:: Work required ::
Which lines of the records contain the word "Number"? Show each of them.

Collected data

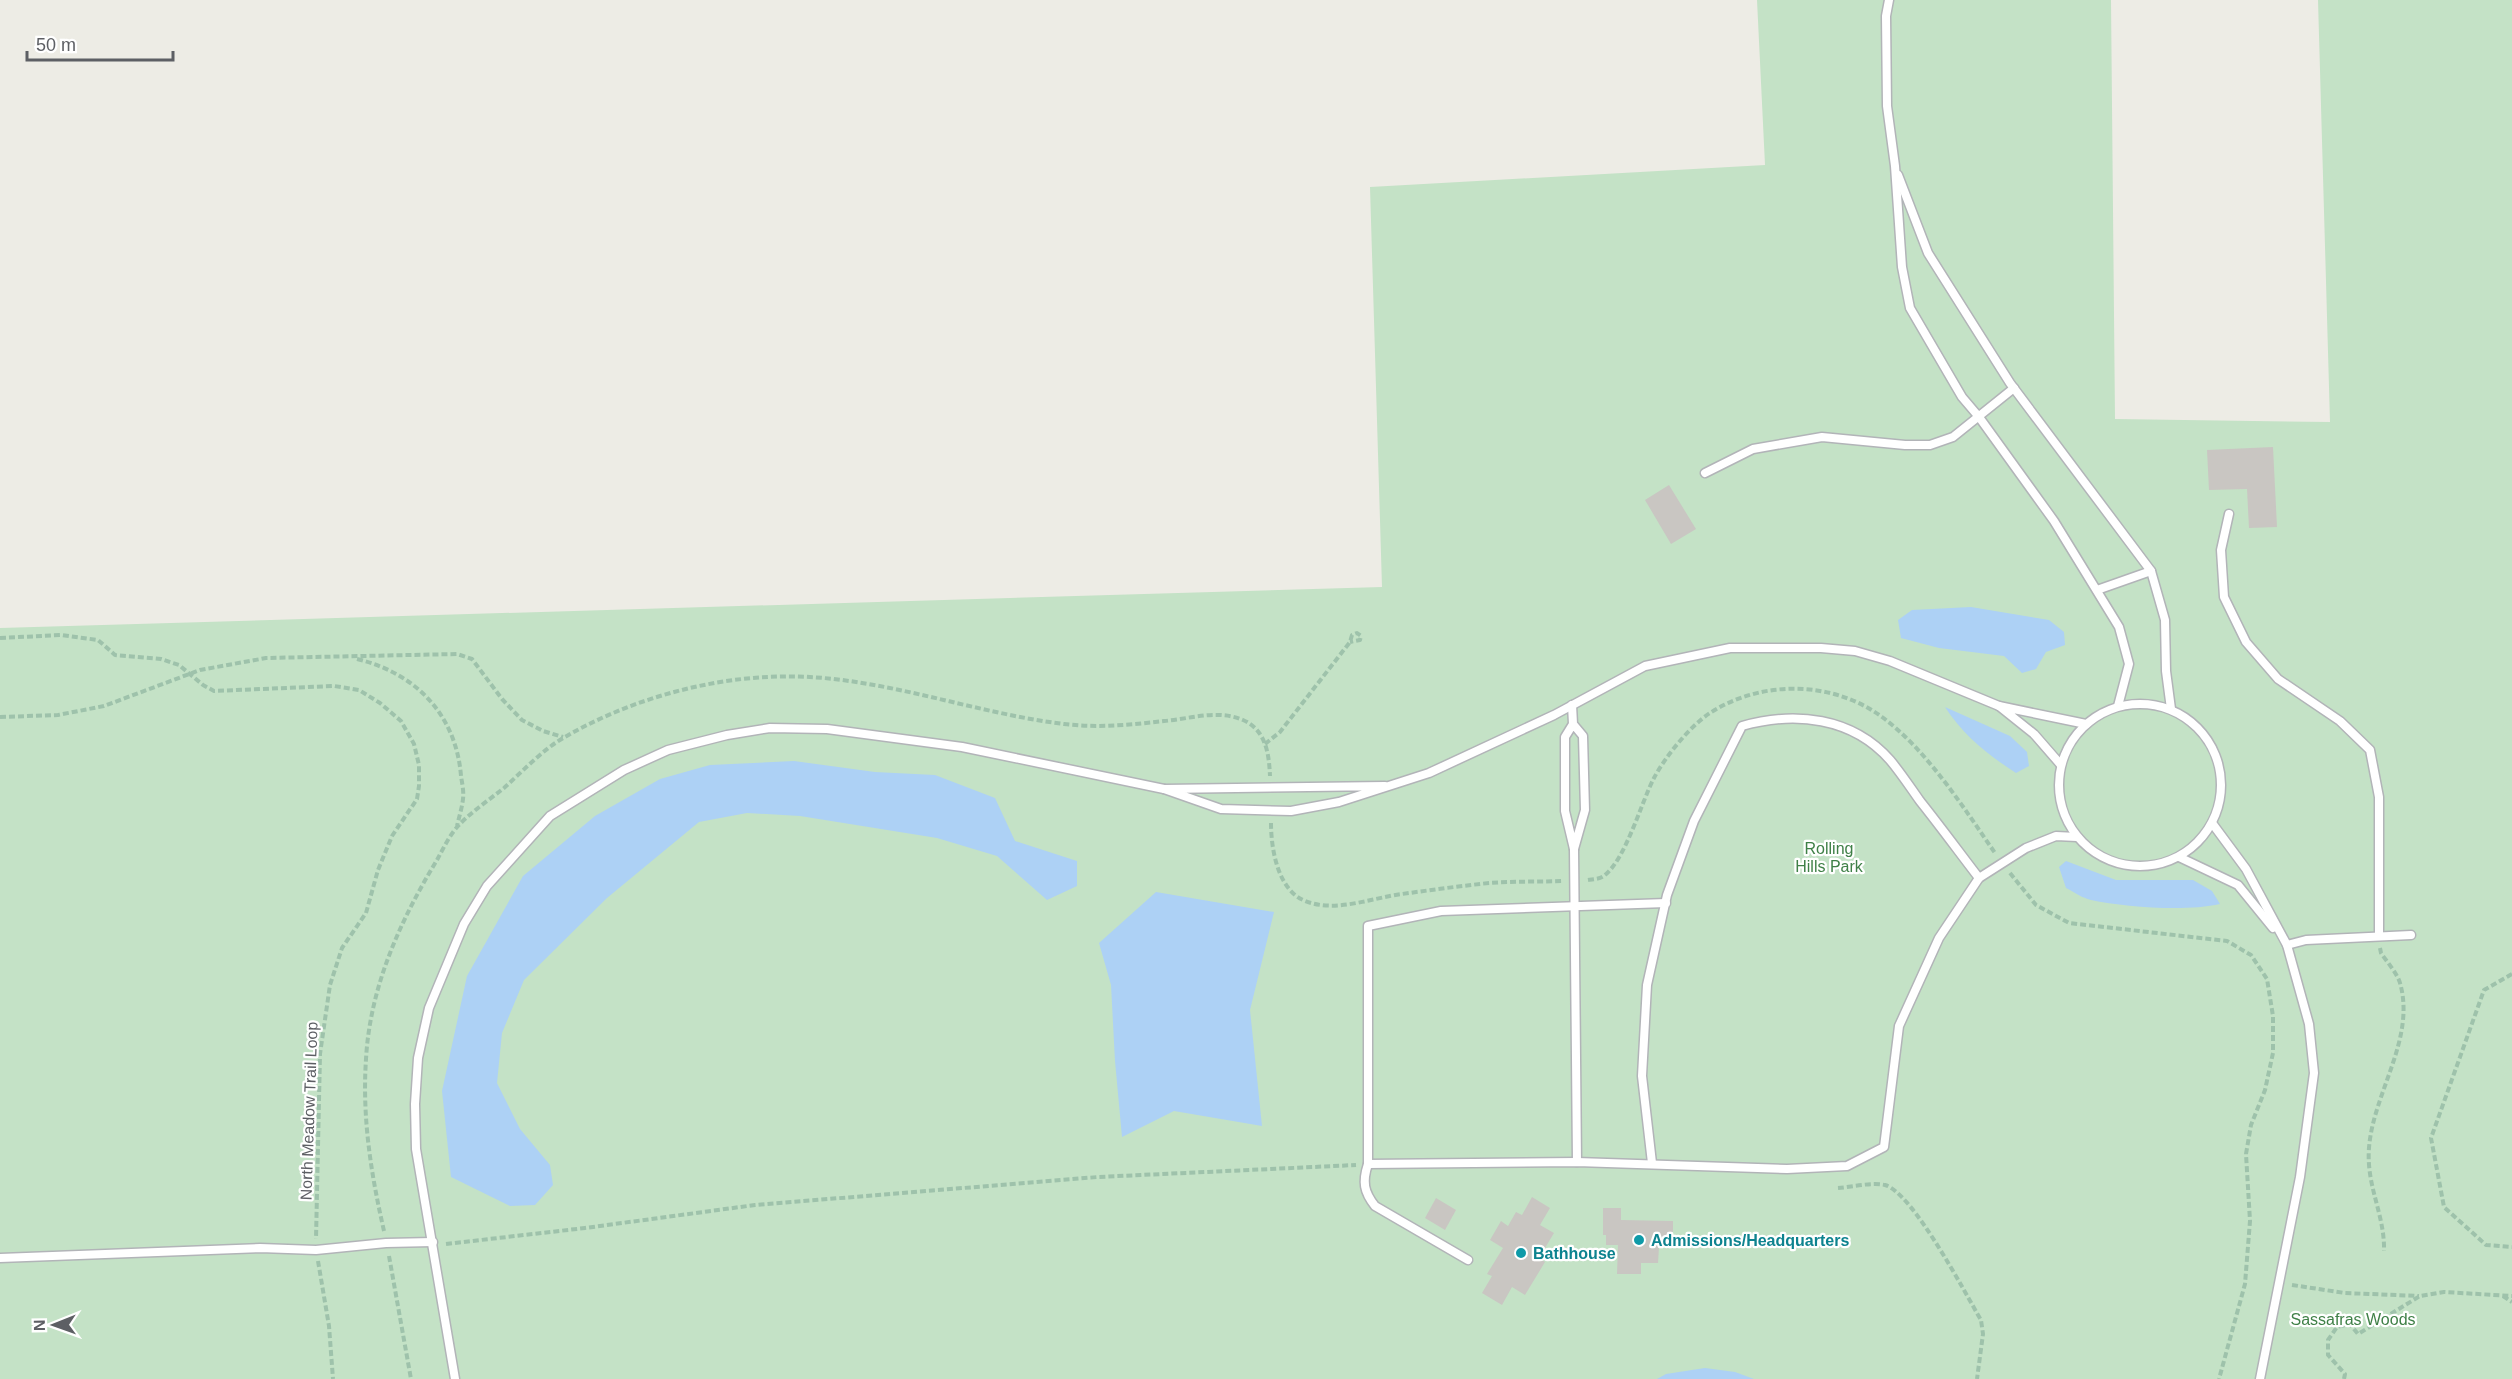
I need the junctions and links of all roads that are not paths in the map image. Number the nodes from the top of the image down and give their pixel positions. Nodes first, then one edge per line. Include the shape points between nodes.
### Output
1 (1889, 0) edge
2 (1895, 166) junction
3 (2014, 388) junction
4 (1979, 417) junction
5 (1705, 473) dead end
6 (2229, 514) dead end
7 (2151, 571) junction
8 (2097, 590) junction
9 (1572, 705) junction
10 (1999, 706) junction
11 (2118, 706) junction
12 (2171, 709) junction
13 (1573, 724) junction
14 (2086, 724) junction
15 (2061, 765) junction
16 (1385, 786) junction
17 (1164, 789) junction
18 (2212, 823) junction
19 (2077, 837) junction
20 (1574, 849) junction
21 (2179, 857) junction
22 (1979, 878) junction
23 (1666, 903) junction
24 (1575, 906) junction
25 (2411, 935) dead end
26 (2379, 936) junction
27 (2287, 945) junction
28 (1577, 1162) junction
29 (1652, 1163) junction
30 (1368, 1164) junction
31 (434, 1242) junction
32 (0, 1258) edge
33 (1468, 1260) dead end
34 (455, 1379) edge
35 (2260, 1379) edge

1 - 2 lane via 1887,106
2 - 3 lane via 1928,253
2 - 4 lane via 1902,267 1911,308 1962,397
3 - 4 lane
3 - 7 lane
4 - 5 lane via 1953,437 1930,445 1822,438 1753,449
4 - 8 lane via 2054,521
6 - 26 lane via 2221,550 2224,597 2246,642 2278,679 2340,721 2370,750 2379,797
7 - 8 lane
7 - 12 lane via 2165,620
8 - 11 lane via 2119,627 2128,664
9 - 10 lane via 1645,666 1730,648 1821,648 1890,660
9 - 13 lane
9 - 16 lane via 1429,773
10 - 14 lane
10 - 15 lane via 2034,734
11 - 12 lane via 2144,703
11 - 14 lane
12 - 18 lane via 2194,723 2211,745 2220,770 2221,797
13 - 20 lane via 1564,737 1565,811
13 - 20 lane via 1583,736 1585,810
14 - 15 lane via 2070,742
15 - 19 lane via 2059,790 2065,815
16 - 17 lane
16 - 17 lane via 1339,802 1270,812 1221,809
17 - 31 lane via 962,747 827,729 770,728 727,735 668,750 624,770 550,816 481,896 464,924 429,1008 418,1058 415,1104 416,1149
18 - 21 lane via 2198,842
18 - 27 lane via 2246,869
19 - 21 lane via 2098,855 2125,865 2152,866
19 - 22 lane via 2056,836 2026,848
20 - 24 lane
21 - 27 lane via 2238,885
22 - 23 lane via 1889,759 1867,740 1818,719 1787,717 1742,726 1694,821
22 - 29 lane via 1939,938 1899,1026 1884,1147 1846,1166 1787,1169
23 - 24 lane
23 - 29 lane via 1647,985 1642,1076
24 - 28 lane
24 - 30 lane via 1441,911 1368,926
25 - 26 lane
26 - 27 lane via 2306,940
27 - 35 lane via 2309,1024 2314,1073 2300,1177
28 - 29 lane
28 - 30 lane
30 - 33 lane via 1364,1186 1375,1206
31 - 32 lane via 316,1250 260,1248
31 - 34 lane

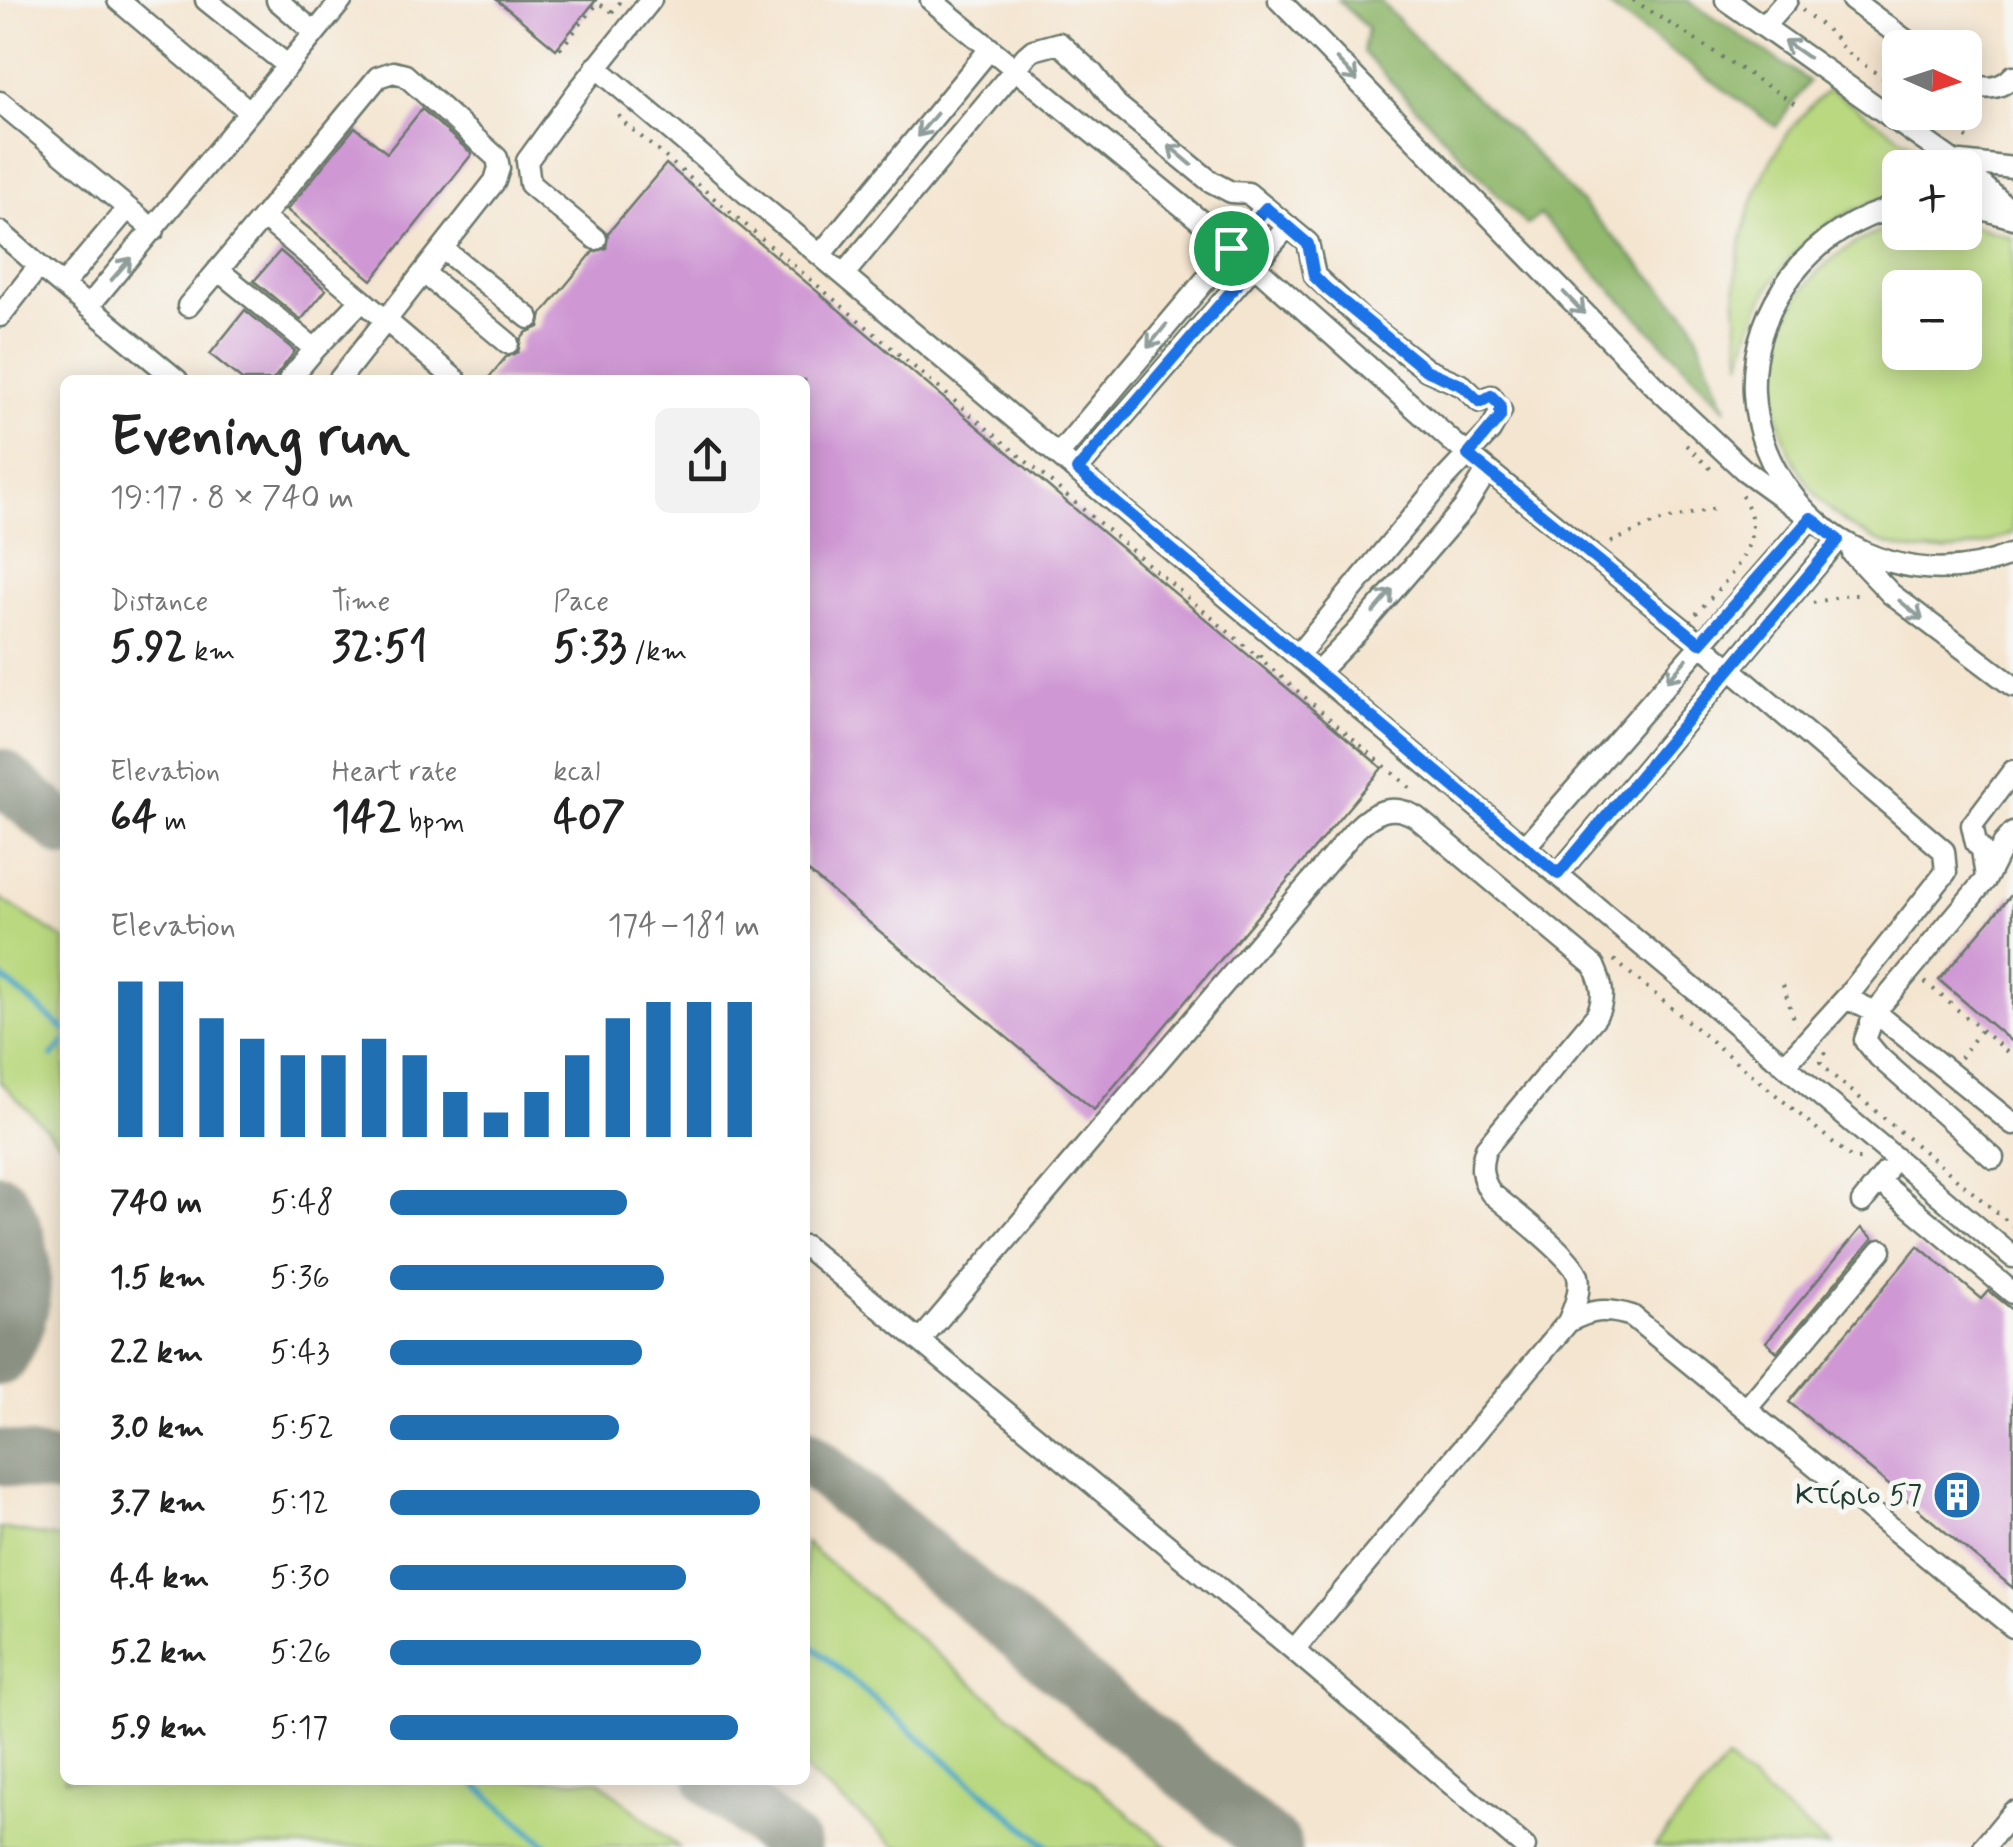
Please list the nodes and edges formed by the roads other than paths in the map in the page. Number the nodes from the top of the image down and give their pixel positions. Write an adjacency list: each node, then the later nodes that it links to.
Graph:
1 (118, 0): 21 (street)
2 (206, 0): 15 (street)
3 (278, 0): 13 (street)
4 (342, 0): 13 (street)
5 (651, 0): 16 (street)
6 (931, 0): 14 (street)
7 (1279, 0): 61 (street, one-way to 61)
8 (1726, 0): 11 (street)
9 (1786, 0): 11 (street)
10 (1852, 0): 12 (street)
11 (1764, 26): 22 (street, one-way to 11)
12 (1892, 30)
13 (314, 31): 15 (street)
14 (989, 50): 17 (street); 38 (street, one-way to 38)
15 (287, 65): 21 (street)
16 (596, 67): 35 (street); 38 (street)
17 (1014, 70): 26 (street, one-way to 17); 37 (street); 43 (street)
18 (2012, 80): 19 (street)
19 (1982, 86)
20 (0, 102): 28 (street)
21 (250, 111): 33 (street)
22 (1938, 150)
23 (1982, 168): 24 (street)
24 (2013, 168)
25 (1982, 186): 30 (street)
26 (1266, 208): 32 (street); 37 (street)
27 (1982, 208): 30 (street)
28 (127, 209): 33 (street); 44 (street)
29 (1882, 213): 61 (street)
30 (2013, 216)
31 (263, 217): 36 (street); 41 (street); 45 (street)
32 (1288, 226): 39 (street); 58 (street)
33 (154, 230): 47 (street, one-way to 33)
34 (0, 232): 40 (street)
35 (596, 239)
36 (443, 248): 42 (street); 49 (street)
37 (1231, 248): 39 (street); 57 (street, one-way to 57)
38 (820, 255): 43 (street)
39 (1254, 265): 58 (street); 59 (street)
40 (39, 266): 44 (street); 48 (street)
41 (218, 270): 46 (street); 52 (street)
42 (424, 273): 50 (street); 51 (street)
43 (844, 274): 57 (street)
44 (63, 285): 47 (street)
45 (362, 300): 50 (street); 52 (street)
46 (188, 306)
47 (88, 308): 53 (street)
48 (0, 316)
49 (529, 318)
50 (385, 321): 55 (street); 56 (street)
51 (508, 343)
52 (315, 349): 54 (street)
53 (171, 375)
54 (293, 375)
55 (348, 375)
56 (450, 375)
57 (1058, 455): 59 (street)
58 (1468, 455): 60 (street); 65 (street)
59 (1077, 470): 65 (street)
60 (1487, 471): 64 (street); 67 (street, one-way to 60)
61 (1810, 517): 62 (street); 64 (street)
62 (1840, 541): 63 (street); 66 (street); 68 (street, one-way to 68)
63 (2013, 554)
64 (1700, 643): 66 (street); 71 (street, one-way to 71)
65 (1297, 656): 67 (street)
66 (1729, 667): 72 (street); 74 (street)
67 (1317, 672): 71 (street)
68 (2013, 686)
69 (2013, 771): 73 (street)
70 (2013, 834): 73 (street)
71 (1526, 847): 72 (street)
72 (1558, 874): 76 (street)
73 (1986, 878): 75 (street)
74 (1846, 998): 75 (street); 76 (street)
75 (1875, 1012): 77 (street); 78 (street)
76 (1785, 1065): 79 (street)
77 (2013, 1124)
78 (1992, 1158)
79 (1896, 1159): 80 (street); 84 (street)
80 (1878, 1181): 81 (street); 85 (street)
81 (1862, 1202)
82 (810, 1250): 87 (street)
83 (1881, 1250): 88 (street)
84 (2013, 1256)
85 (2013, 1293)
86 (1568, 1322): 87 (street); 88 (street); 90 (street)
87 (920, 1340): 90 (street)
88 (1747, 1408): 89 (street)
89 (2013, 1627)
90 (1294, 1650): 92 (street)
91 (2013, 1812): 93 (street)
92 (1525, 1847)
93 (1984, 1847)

:: Answer ::
I need the junctions and links of all roads that are not paths in the map image. Number the nodes from the top of the image down and give their pixel positions. Nodes first, then one edge per line. Include the shape points between nodes.
Please list the nodes and edges formed by the roads other than paths in the map in the page. Number the nodes from the top of the image down and give their pixel positions. Write an adjacency list: each node, then the later nodes that it links to.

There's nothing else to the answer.